REQUIREMENT: Pull each line containing "ADOUA" from the data.

——————————

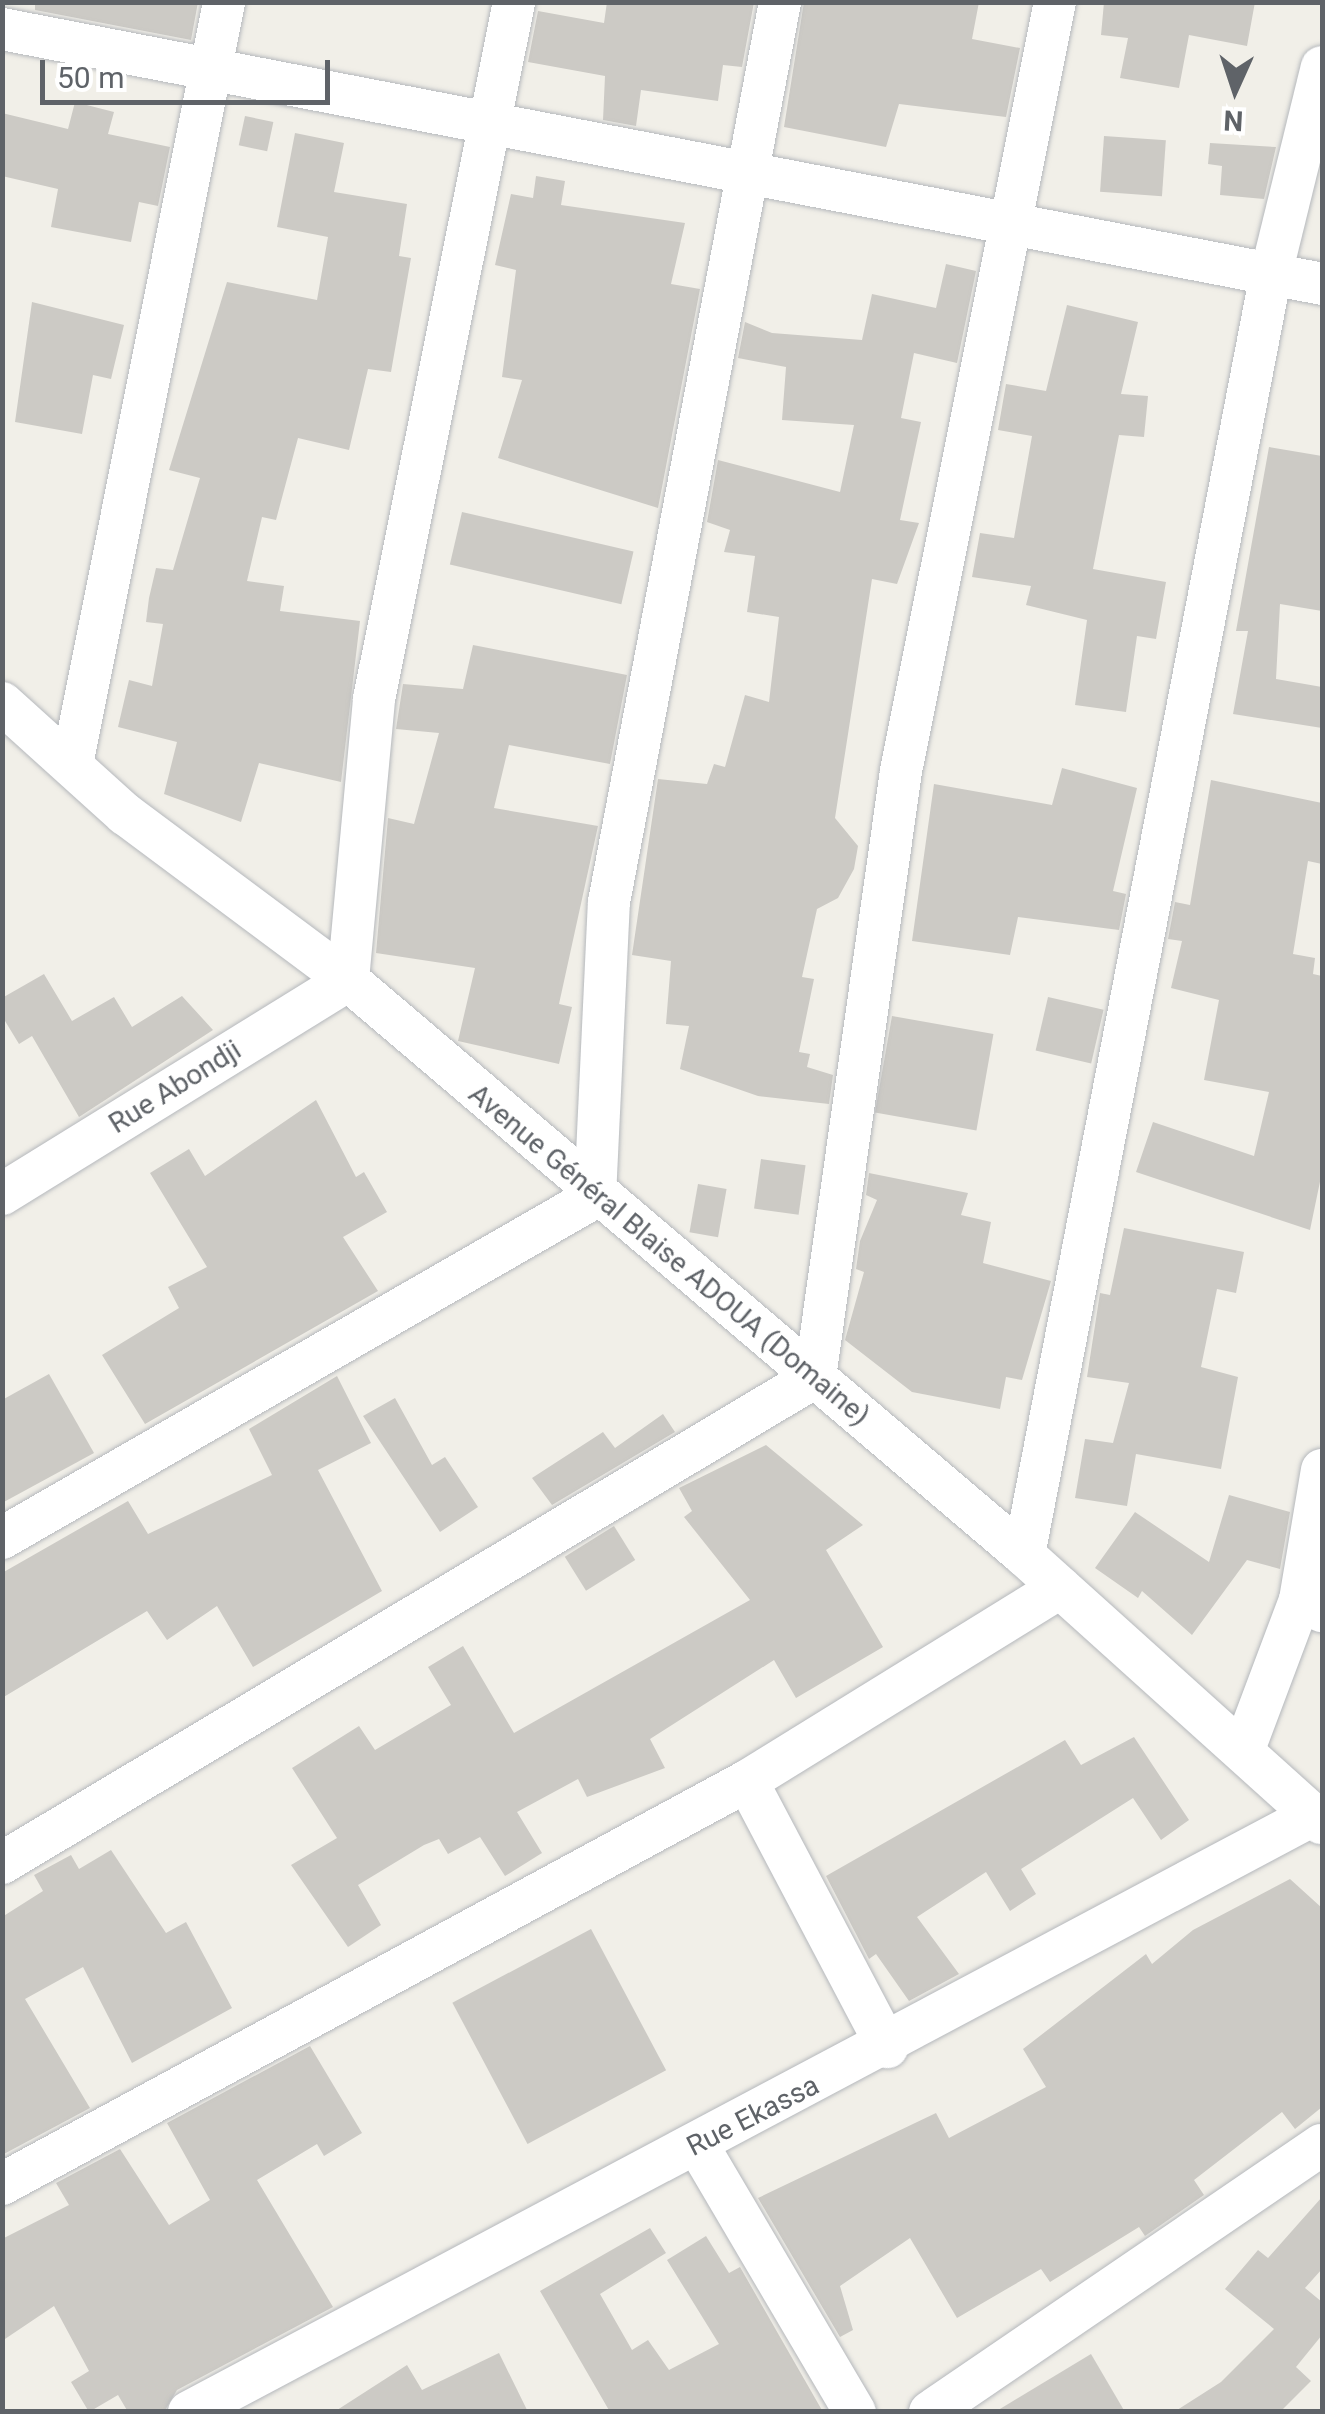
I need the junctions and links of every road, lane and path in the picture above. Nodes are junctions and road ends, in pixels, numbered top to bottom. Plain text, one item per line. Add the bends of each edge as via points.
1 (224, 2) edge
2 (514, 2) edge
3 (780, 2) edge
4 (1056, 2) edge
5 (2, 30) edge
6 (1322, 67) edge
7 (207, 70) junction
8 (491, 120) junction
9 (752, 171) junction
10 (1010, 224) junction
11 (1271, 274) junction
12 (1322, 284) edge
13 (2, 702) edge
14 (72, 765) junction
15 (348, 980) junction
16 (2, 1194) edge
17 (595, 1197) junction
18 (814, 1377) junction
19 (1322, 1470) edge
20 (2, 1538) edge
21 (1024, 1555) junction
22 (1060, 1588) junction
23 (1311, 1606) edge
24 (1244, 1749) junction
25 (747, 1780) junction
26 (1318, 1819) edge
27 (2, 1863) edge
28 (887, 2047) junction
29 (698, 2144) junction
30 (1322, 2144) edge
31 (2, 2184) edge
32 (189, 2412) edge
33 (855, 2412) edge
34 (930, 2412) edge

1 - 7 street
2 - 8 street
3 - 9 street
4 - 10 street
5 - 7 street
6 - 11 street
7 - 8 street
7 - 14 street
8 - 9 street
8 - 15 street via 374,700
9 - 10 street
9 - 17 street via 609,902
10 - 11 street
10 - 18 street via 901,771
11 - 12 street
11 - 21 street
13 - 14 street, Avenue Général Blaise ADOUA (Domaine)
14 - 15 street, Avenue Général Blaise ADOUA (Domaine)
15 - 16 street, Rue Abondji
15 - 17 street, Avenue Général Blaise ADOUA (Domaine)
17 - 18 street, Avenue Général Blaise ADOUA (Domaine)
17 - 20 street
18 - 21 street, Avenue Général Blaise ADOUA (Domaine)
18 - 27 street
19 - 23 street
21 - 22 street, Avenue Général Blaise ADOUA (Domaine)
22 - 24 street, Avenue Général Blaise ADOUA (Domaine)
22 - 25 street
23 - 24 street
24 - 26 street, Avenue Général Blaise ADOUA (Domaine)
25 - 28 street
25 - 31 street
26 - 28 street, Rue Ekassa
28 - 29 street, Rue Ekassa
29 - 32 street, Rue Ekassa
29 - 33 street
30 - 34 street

——————————

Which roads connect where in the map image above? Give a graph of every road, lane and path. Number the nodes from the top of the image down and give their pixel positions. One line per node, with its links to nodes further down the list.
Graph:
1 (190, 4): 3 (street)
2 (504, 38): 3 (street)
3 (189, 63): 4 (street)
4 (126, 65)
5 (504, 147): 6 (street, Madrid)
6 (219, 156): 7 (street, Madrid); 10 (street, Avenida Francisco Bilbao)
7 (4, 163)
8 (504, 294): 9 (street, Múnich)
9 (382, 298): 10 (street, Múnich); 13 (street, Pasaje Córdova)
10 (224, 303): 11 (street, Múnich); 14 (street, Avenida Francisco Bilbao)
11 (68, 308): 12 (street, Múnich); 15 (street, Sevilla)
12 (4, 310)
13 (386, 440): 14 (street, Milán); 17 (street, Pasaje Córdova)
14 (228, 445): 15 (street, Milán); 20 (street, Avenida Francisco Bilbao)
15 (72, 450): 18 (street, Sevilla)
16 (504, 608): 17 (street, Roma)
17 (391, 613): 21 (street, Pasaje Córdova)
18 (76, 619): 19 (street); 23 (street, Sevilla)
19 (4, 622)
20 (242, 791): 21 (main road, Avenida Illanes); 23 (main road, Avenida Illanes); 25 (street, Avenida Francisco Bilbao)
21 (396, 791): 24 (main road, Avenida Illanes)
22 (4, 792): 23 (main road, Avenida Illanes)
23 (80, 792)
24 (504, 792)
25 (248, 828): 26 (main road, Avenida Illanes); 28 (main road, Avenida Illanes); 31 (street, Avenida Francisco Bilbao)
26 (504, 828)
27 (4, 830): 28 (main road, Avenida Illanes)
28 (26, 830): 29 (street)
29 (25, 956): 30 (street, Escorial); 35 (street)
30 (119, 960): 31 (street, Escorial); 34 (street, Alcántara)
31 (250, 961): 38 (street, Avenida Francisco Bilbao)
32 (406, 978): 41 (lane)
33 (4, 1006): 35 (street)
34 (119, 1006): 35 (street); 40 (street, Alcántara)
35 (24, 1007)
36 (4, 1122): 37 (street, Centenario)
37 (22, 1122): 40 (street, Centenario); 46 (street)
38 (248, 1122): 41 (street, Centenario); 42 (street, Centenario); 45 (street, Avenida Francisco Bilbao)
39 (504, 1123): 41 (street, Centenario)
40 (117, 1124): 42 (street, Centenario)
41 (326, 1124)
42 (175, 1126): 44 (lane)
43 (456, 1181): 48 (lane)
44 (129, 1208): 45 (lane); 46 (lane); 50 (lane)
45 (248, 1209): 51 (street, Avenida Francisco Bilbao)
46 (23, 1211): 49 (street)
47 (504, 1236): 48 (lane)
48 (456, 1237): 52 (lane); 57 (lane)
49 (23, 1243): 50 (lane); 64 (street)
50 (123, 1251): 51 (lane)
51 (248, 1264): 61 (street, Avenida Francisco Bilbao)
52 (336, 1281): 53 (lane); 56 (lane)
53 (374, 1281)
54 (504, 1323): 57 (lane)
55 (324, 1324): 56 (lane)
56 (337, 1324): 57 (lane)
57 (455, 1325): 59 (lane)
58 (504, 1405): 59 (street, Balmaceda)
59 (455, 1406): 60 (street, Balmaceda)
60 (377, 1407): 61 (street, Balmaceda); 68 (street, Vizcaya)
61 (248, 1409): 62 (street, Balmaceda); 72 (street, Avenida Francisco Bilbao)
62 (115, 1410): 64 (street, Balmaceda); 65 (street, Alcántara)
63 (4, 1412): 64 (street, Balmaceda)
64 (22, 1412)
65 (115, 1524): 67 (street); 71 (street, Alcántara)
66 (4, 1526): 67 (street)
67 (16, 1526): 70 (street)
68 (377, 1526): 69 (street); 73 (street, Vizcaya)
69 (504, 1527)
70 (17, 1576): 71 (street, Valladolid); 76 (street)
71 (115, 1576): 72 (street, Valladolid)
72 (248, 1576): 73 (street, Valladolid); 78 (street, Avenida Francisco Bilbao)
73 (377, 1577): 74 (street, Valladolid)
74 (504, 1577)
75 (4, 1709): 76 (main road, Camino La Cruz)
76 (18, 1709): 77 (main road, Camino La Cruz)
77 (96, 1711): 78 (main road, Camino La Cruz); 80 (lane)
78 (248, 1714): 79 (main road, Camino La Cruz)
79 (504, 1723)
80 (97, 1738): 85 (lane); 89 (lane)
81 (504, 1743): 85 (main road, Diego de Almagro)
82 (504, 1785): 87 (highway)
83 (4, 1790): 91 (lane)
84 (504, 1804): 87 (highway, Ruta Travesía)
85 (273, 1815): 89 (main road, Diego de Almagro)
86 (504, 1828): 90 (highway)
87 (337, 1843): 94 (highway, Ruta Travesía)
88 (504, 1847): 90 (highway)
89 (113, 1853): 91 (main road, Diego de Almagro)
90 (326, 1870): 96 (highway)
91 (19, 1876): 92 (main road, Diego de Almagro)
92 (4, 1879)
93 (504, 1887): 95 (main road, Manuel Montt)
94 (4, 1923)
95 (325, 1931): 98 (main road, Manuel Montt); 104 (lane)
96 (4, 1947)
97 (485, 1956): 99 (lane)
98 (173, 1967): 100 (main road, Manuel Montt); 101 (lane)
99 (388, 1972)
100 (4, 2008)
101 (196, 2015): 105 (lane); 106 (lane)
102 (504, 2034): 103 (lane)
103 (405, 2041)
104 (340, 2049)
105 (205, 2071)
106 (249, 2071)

——————————

ANSWER SPACE:
13 - 14 street, Avenue Général Blaise ADOUA (Domaine)
14 - 15 street, Avenue Général Blaise ADOUA (Domaine)
15 - 17 street, Avenue Général Blaise ADOUA (Domaine)
17 - 18 street, Avenue Général Blaise ADOUA (Domaine)
18 - 21 street, Avenue Général Blaise ADOUA (Domaine)
21 - 22 street, Avenue Général Blaise ADOUA (Domaine)
22 - 24 street, Avenue Général Blaise ADOUA (Domaine)
24 - 26 street, Avenue Général Blaise ADOUA (Domaine)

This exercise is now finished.